Other forms of authenticity include original purchase receipts, documents from reputable auction houses (such as Sotheby’s or Christie’s), professional appraisals done by trusted, vetted experts, or historic records detailing the furniture’s story.

“I wouldn’t purchase something without a label, because having one is really the best bet that the item you have is authentic,” she adds. “Also, if you yourself want to resell in the future or pass the item down to future generations, having this label on hand is vital—not to mention, it also allows you to insure your piece if it’s particularly valuable.”

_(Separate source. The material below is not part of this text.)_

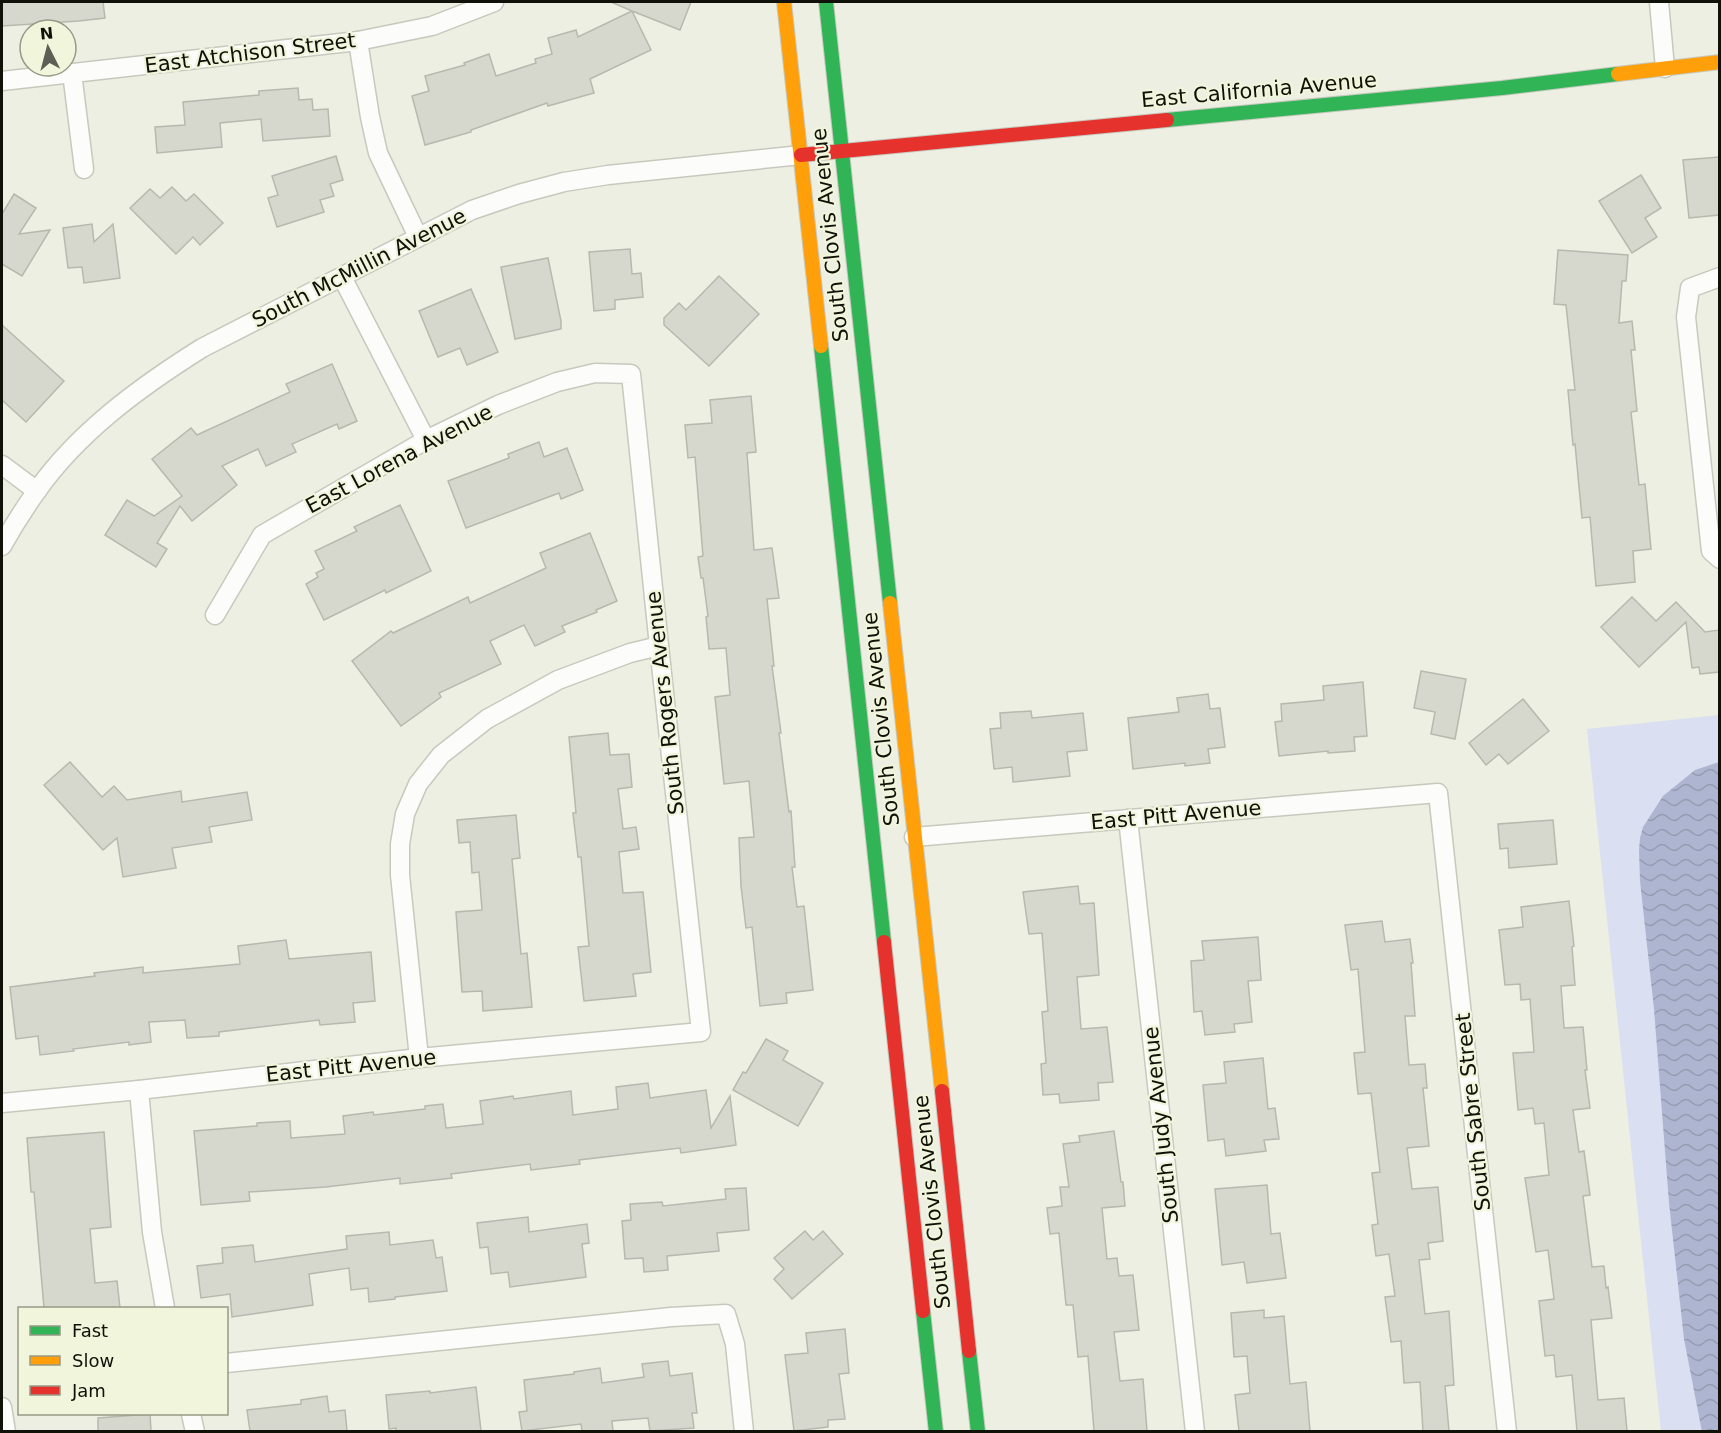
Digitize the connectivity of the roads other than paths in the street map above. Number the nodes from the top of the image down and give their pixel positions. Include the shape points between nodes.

4. Don’t be afraid to do some sprucing.

“I will say that one thing you shouldn’t be afraid of when it comes to vintage shopping online is signs of wear and tear,” says Rhudy. “Buy what you like, and don't be overly concerned with outdated upholstery, small scratches, or uneven finishes because there are ways to upgrade a piece if it’s not in absolutely perfect condition.”

In fact, many designers appreciate those items that have these markings on them, because they add character and show the item was well-loved. After all, a quick rewiring of lights, a fresh coat of paint, or some new fabric can do wonders.

“An imperfect vintage item can really tell the story of the item, and those individual markings help its uniqueness,” says Feldman. “However, you need to make sure that the item has good bones. Cracked wood, broken drawers, or paintings that have lost their luster can be harder to fix, and expensive in the long run.” Make sure to check in and see, through pictures and videos, as well as by speaking to your dealer, whether your piece will need major restoration before purchasing.

5. Build relationships.

“Once you’ve found a great dealer or space, it’s vital to keep the conversation going,” says Rhudy. Many times, you can share your preferences with the sellers, and they can alert you when another item is available that you might love, or if they have a specific thing you’re looking for. That personal relationship will likely give you first dibs on an item that’s rare and desired by many.

“Check in often, share pictures of your new item in the home as well as similar pieces you love, share your budget, and recommend the seller to friends,” adds Rhudy. After all, finding a trusted person in the vintage space is priceless, especially one with a trained eye and a penchant for finding pieces you love.